In common with a great many classic British sitcoms, Hardy Bucks plays up the confinement of its setting. The characters may be idiots but there’s something tragic about the way they think of Galway as “the big schmoke”, a place that lies beyond their collective reach: “Galway? Sure how would ye even get up there, man?”

“I feel sorry for the poor bastard,” Maloney says of his character Eddie. “He just wants to better himself but he’s too afraid to do anything about it. And he doesn’t have a lot of options. And when you have that kind of time on your hands, of course you start recreationally drinking and smoking hash and driving around town all day.”

In this spirit, Maloney insists that Hardy Bucks functions as legitimate social critique: “It was always in my mind that we were talking for those who don’t have a voice, because living in the countryside, you really don’t have a voice. There are no cultural centres around Swinford. There’s no skate park or place to learn an instrument. I played football with guys in Mayo who could easily have played in the Premier League. But no one was ever going to see them. When I was a kid I always had grandiose dreams like being a race-car driver or footballer. And the response was always the same: ‘Where you going to do that around here?’”

Happily, Hardy Bucks The Movie finally sees the titular vagabonds make it past the Swinford roundabout. Shot on location in Holland and Poland, the new major motion picture sees the Bucks hit the road on the Euro 2012 trail. It does not take long for the group to get waylaid in Amsterdam’s Red Light District and embroiled in a drug-smuggling caper.

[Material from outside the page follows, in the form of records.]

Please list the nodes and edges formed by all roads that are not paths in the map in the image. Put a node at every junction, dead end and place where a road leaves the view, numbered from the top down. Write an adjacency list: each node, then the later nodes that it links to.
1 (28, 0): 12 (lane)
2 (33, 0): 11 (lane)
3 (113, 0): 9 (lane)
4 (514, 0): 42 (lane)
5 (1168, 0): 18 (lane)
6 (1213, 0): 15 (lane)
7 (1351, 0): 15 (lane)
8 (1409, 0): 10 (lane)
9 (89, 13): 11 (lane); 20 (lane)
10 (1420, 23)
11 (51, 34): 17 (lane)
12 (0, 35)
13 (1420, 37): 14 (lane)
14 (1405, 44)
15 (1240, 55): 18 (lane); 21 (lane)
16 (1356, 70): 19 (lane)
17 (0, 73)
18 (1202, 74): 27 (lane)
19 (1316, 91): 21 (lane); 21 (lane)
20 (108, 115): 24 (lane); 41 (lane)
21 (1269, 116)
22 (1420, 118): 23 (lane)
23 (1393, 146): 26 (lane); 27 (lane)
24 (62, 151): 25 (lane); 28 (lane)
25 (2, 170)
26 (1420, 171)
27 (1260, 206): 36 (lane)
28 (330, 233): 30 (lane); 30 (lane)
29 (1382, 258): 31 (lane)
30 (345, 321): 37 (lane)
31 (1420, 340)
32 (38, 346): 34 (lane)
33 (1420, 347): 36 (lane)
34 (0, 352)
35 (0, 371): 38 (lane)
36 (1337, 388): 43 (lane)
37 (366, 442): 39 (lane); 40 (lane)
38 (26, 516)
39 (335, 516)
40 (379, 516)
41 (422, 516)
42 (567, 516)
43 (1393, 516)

It was tricky shooting there and even trickier filming outside the Ireland-Italy match: “We had 20 minutes to do an entire scene from two different angles with everybody shouting behind us,” says Maloney. “I could see the stress etched into the producer’s face. I don’t know how he stayed positive.”

Shot “almost guerrilla style” for €300,000, the production required the cast to travel together in a van across Europe. That went as well as could be expected.

“It was five lads in a caravan,” says Maloney. “It was cosy and we got on, but no beds were made and nothing was put away properly. And then when everything started piling up, you ended up with someone else’s feet in your face at night. By the time we made it back to Holyhead – where it was lashing obviously – it was like something from Jeremy Kyle. I felt like I had come back from combat. I did. You weren’t there, man. You weren’t there.”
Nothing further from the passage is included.